In the past, Boston voters have tended to support candidates of their own race or ethnic group for political office. In fact, this has been a general national tendency. It is why some pundits assert that Barack Obama got 93 percent of the black vote in the November election. However, they ignore the fact that Lyndon Baines Johnson won 94 percent of the black vote in 1964. That is the year he signed the Civil Rights Act. There is reason to believe that the importance of policy issues will trump race at the polls in Boston’s mayoral election.

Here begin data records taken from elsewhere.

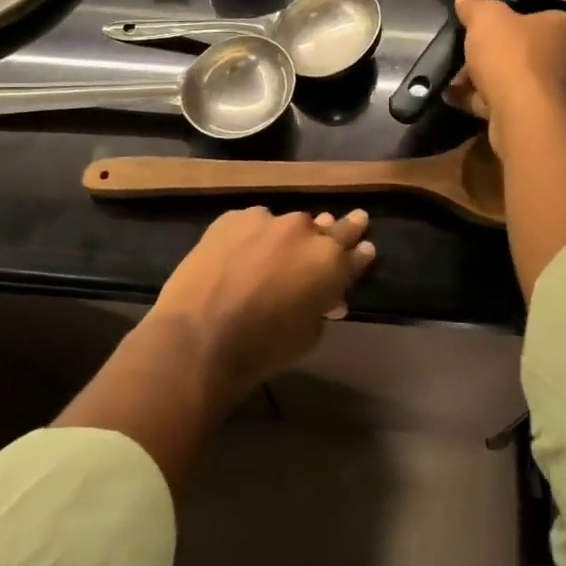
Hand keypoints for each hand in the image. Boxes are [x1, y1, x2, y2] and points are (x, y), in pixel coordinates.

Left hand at [148, 207, 375, 401]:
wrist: (199, 336)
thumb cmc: (263, 347)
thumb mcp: (309, 334)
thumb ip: (321, 305)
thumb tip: (324, 296)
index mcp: (331, 262)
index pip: (356, 254)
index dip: (361, 254)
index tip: (366, 248)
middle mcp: (305, 232)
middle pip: (331, 227)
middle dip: (343, 228)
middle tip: (355, 219)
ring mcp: (268, 220)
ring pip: (288, 224)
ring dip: (290, 236)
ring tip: (283, 246)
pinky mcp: (233, 218)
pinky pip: (253, 223)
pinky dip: (254, 235)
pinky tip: (243, 250)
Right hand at [445, 0, 565, 141]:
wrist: (523, 115)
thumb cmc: (511, 56)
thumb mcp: (485, 19)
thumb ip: (475, 6)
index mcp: (563, 28)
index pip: (536, 17)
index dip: (507, 22)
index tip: (481, 30)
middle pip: (522, 51)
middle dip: (490, 55)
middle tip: (464, 56)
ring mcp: (556, 91)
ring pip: (513, 79)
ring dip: (483, 80)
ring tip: (454, 82)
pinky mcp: (540, 117)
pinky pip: (507, 102)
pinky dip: (483, 101)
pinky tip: (456, 99)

Blacks have had so few opportunities to vote for blacks for high office that they have become issue oriented. In the recent primary election for mayor of New York City, Bill de Blasio and William C. Thompson Jr. each received 42 percent of the black vote, according to New York Times exit polls. De Blasio is white and Thompson is black. They differed substantially on their support of the police “stop-and-frisk” policy, with de Blasio being more liberal in opposition to the present policy.
For the past 20 years, Mayor Thomas Menino set the course for the city of Boston. With his retirement the two candidates contending to replace him will be forced to establish their own unique vision for the city. Those head-to-head debates should be much more helpful in informing the public than were the confusing comments of 11 active participants in the preliminary election.
It is highly likely that black voters will find support for various public-policy issues to be more significant than voting as a racial bloc. Many mayoral candidates seemed to be able to assemble a multiracial group of supporters during the primary campaign.
Perhaps Boston is becoming more cosmopolitan, and the character and qualifications of political candidates are now more important than their religious or racial affiliations.